What Documents You'll Need

Before you start, gather the following:

  • SSA-1099 — The Social Security Administration mails this each January. It shows the total SSDI you received in the prior calendar year. If you didn't receive it, you can request a replacement at ssa.gov or by calling SSA.
  • W-2 or 1099 forms — If you worked any part of the year, even during a trial work period, you'll need to report that income.
  • 1099-INT, 1099-DIV, or 1099-R — Any interest, dividends, or pension income affects your combined income calculation.
  • Records of any repaid benefits — If you repaid an overpayment to SSA during the year, that amount may reduce your taxable Social Security income.

How to Actually File 📋

Step 1: Choose Your Filing Method

Most SSDI-only recipients qualify for IRS Free File if their income falls below the annual threshold (roughly $79,000 in recent years — verify the current limit at irs.gov). Free File walks you through the return using guided software at no cost.

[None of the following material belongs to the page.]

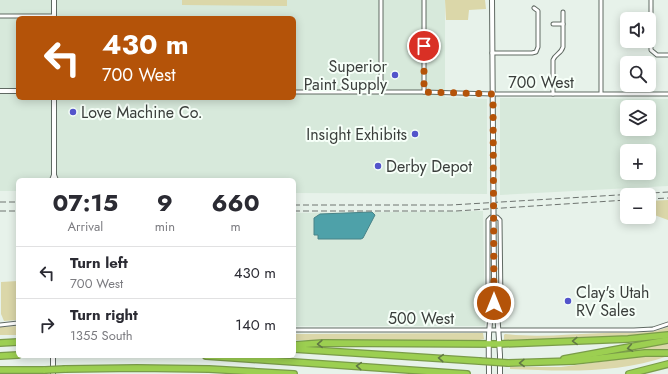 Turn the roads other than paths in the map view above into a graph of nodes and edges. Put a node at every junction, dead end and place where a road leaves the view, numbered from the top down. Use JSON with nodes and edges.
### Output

If your situation is simple — SSDI plus little or no other income — free software like IRS Free File Fillable Forms, or state-sponsored free filing programs, can handle it.

Step 2: Enter Your SSA-1099 Information

In any tax software, you'll find a section for Social Security Benefits. Enter the amount in Box 5 of your SSA-1099, which shows your net benefit after any Medicare premium deductions.

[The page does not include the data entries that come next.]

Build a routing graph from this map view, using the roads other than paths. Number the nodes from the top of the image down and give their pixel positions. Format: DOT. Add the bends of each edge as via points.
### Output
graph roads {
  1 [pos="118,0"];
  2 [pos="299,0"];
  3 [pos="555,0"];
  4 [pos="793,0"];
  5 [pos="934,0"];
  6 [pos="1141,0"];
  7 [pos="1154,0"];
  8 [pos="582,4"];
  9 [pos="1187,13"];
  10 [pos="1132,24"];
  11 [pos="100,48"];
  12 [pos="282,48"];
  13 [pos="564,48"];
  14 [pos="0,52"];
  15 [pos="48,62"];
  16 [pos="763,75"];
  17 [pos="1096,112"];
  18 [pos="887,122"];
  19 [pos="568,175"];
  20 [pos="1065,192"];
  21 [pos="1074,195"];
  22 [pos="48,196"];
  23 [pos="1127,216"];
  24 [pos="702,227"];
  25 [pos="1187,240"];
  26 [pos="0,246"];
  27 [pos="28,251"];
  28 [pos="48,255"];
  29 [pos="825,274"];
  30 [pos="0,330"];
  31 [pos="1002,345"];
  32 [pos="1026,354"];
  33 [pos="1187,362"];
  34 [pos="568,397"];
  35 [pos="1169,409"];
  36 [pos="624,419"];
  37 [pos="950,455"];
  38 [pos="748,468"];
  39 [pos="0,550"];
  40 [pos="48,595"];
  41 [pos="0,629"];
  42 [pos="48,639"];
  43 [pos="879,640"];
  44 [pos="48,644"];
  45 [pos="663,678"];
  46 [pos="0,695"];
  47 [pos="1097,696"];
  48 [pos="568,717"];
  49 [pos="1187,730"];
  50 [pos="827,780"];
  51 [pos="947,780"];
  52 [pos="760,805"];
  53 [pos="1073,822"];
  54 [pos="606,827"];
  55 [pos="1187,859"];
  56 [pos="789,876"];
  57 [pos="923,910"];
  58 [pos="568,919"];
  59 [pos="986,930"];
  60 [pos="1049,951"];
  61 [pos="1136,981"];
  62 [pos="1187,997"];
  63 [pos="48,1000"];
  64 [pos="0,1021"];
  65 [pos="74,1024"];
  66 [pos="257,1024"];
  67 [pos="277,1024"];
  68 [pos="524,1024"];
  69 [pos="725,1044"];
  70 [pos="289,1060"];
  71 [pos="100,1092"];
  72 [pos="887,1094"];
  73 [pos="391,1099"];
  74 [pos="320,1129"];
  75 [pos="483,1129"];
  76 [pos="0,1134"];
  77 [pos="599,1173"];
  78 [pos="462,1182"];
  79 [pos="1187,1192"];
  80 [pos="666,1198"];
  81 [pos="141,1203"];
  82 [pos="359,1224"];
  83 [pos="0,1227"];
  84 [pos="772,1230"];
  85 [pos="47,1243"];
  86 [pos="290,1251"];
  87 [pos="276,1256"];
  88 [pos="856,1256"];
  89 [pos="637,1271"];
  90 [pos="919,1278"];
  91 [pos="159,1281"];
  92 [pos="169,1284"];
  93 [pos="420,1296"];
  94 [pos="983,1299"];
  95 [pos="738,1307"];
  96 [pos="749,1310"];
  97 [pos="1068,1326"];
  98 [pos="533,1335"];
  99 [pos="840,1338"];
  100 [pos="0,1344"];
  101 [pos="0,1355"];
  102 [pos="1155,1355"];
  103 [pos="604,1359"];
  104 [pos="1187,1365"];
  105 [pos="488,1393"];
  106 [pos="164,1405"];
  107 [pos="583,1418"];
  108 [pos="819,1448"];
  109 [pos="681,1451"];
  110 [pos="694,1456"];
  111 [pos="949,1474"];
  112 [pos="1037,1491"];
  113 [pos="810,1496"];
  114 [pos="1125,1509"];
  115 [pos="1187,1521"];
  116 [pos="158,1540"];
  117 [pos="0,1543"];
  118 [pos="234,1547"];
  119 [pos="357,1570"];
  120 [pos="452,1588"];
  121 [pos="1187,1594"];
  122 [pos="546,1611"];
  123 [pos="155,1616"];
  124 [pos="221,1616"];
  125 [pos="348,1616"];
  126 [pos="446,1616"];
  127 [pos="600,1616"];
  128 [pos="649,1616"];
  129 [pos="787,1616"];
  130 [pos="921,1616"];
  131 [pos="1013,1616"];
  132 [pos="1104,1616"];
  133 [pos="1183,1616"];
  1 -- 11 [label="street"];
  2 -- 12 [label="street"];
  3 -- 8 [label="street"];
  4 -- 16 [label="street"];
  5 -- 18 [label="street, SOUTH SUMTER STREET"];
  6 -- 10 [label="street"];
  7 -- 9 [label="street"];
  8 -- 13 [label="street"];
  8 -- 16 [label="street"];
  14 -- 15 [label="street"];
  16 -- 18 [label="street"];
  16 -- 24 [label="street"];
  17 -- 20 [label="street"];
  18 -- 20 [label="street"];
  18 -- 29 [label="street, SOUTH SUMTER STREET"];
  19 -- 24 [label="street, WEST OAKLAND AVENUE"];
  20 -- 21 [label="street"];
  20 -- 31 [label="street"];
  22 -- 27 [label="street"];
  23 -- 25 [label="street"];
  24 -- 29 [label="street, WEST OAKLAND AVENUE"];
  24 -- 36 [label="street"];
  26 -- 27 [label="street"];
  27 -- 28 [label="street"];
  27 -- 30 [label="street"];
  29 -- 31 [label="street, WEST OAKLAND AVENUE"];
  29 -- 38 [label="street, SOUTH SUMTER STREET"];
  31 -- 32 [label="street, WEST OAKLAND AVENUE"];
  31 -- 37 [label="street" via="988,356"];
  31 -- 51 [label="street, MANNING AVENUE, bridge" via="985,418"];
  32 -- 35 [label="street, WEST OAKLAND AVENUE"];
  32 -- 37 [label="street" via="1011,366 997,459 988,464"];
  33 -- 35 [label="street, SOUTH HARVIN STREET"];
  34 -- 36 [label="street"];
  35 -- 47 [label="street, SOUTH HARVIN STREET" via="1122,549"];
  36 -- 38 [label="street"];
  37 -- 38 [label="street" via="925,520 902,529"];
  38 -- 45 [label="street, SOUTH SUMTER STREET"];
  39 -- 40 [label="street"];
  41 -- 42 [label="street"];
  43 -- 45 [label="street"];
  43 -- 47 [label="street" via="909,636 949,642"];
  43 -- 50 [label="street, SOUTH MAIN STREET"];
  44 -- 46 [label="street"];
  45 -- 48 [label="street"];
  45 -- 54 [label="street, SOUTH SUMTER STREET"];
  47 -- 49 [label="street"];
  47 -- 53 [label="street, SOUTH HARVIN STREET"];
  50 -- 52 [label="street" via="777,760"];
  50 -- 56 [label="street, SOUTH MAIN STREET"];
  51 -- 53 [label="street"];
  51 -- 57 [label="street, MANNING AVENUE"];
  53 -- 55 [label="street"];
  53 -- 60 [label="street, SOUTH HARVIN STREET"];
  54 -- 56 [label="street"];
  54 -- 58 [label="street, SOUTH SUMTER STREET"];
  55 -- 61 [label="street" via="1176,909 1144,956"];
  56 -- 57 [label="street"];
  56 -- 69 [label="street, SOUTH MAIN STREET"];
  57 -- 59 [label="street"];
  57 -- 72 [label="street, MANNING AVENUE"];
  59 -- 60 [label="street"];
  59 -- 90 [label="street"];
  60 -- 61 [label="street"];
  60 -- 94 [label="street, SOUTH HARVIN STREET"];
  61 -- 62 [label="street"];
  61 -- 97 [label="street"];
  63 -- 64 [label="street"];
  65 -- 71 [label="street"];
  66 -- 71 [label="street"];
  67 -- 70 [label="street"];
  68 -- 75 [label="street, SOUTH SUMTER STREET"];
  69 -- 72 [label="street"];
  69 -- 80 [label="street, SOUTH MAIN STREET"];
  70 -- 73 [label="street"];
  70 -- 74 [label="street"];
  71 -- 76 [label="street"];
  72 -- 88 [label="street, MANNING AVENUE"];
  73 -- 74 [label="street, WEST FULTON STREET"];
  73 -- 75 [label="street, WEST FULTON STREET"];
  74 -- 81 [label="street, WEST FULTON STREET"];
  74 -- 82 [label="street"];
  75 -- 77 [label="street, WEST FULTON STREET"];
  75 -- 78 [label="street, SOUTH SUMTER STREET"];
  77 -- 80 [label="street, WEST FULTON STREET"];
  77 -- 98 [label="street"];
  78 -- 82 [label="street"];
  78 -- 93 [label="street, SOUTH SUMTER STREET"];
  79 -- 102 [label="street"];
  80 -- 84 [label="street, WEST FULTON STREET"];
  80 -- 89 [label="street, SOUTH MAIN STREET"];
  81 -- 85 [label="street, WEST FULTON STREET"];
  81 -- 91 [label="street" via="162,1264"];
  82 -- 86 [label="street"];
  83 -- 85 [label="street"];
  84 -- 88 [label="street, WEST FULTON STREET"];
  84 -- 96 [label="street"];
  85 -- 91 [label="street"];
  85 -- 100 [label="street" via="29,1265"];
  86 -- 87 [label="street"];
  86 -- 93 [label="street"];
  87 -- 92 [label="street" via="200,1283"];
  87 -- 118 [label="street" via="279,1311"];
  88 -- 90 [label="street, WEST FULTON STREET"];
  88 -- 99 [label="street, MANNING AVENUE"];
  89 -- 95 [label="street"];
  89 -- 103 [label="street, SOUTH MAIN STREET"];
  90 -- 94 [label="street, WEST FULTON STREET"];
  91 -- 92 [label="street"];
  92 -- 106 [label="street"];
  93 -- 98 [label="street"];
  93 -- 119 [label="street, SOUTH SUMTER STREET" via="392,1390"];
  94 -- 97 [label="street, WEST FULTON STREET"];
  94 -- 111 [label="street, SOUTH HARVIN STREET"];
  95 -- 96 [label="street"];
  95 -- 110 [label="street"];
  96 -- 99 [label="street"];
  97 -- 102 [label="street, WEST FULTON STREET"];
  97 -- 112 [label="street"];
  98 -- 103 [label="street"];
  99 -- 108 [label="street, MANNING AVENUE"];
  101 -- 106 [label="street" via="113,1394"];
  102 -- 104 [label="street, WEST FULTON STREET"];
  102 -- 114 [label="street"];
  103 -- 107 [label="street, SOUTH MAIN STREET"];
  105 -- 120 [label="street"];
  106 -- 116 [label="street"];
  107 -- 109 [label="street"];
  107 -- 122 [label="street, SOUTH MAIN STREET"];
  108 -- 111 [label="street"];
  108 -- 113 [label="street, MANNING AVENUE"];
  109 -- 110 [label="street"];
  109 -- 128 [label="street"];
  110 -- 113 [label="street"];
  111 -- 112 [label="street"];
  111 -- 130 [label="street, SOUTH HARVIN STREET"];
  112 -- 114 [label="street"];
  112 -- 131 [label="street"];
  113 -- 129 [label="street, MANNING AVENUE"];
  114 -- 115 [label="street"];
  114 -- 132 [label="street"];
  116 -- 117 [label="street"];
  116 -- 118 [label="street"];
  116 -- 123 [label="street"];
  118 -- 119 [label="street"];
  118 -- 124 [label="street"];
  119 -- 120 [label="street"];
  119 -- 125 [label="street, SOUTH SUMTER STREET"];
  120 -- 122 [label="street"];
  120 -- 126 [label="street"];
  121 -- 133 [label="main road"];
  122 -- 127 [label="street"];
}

The software will automatically run the combined income calculation and tell you whether any portion is taxable.

Step 3: Report All Other Income

Every income source counts toward your combined income figure. This includes:

  • Part-time or freelance work
  • Pension or retirement distributions
  • Investment income
  • Spousal income (if filing jointly)

Leaving out any source can trigger an IRS notice even if no tax is ultimately owed.

Step 4: Check for the Credit for the Elderly or Disabled

If you're under 65 and permanently disabled, you may qualify for the Credit for the Elderly or Disabled (Schedule R). Income limits are low, so not everyone qualifies — but it's worth running through the eligibility checklist in the instructions.

Step 5: Decide Whether to Have Tax Withheld Going Forward

If you discover you owe taxes on your SSDI, you can ask SSA to withhold federal income tax from future payments. File IRS Form W-4V and choose a flat withholding rate (7%, 10%, 12%, or 22%). This avoids a surprise bill next year.

SSDI Back Pay and Taxes ⚠️

Back pay creates a specific wrinkle. If SSA approved you after a lengthy wait and paid you a lump sum covering multiple prior years, the full amount shows on your SSA-1099 in the year you received it — which can make it look like you had far more income than you actually did.

The IRS has a lump-sum election method that lets you recalculate taxes as if the back pay had been received in the years it was actually owed. This can significantly reduce your taxable amount. Tax software typically prompts you through this if you indicate your benefit included back pay — but the process requires pulling prior-year returns or income information to do correctly.

SSI Is Different

Supplemental Security Income (SSI) is never taxable. If you receive SSI only — not SSDI — you don't report it as income, and it doesn't appear on an SSA-1099. The rules above apply only to Social Security disability insurance (SSDI), which is based on your work record and contributions.

Some people receive both. In that case, only the SSDI portion counts toward the combined income calculation.

State Taxes on SSDI

Federal rules don't tell the whole story. Most states exempt SSDI from state income tax, but a handful do tax it — and the rules vary. Check your state's revenue department website for the current treatment, especially if you live in a state with a broad income tax.

The Part Only You Can Determine

The mechanics here are consistent across recipients. But whether you'll owe anything — and how much — depends entirely on what other income you have, your filing status, whether you received back pay, and what state you live in. Two people receiving the same monthly SSDI amount can face very different tax outcomes based on those variables. That's the piece no general guide can fill in for you.